Give only the number of lines in these records that contain the word "data".

MATERIAL SUPPLIED section start

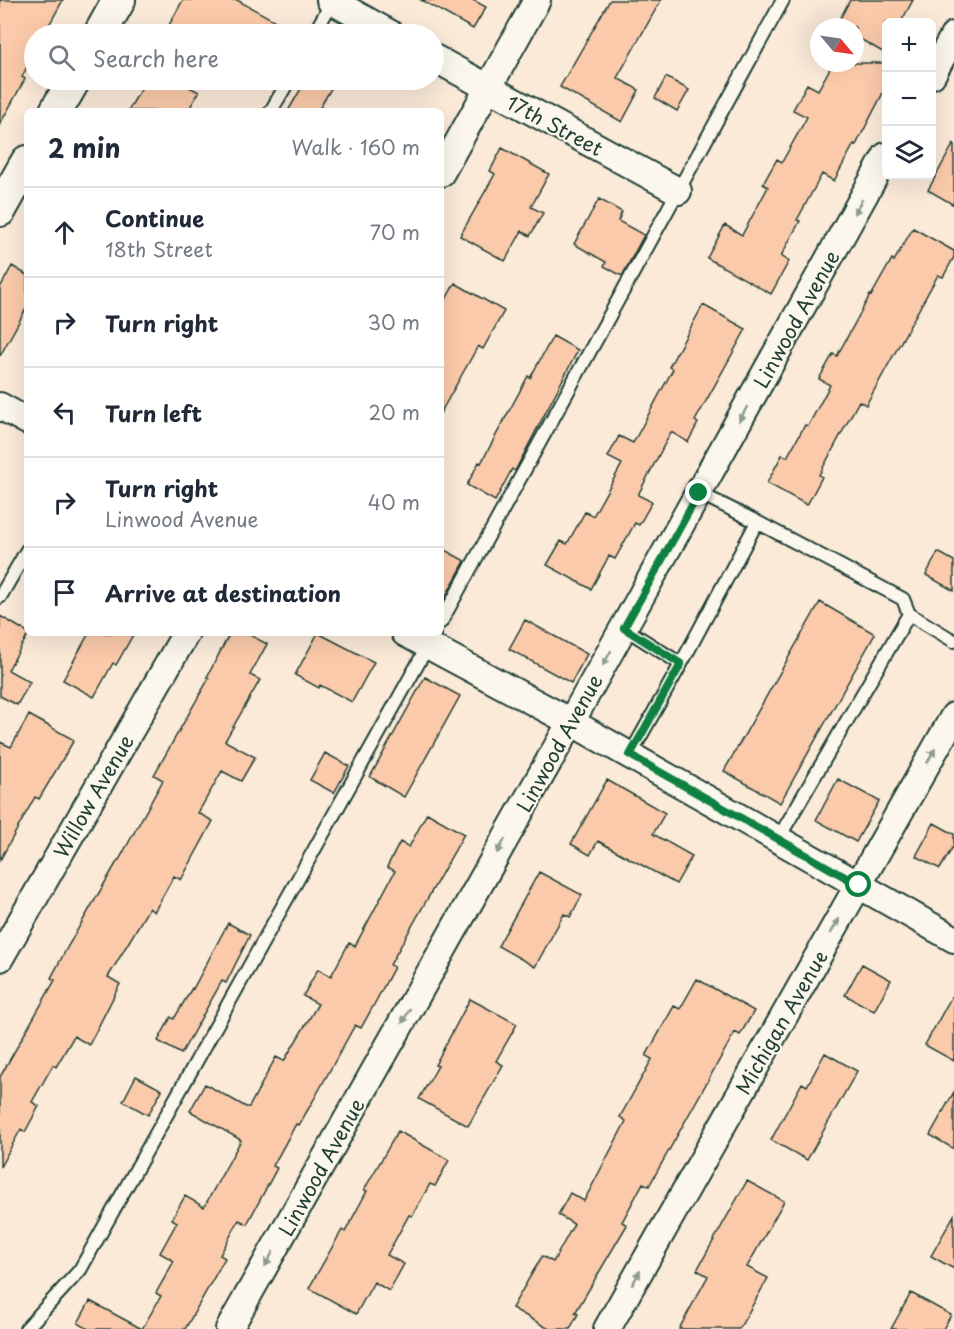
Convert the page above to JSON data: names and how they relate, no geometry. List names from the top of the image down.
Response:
{
  "streets": {
    "street": [
      "17th Street",
      "Linwood Avenue",
      "Willow Avenue",
      "Michigan Avenue"
    ]
  },
  "one_way": ["Linwood Avenue", "Michigan Avenue"],
  "north": "bottom right",
  "page": {
    "map_buttons": ["+", "−"],
    "search": "Search here",
    "heading": ["2 min", "Walk · 160 m"],
    "list": [
      ["Continue", "18th Street", "70 m"],
      ["Turn right", "30 m"],
      ["Turn left", "20 m"],
      ["Turn right", "Linwood Avenue", "40 m"],
      "Arrive at destination"
    ]
  }
}
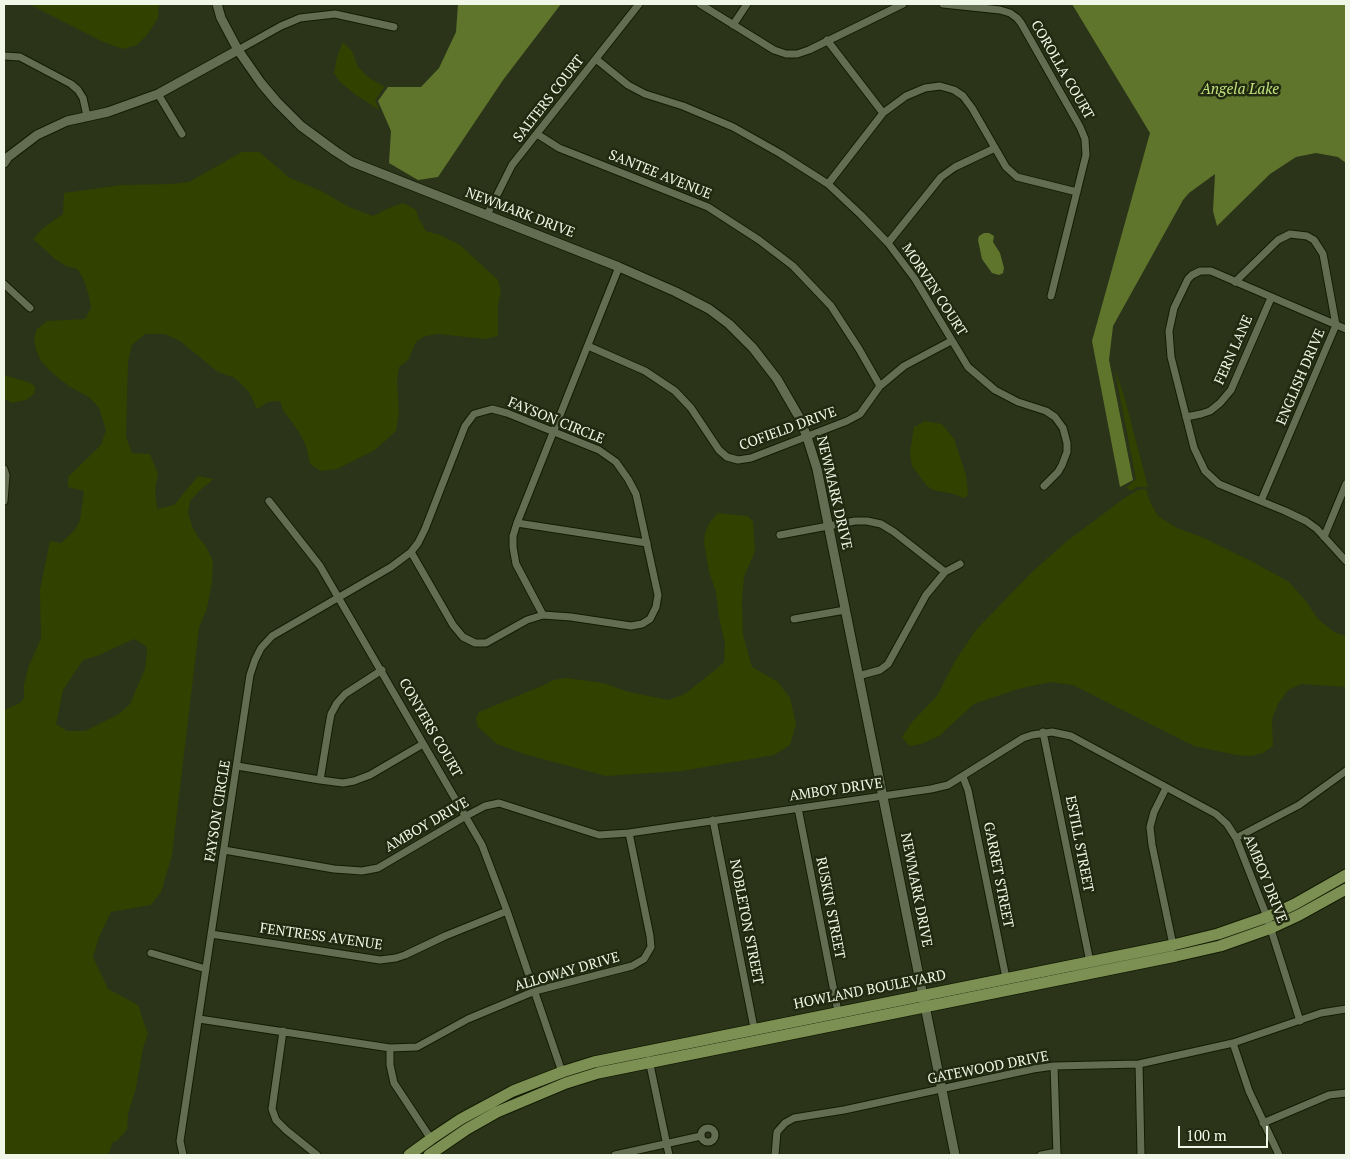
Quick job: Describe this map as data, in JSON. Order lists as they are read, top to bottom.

MATERIAL SUPPLIED section end

**REPLY TO THE EXERCISE:**
2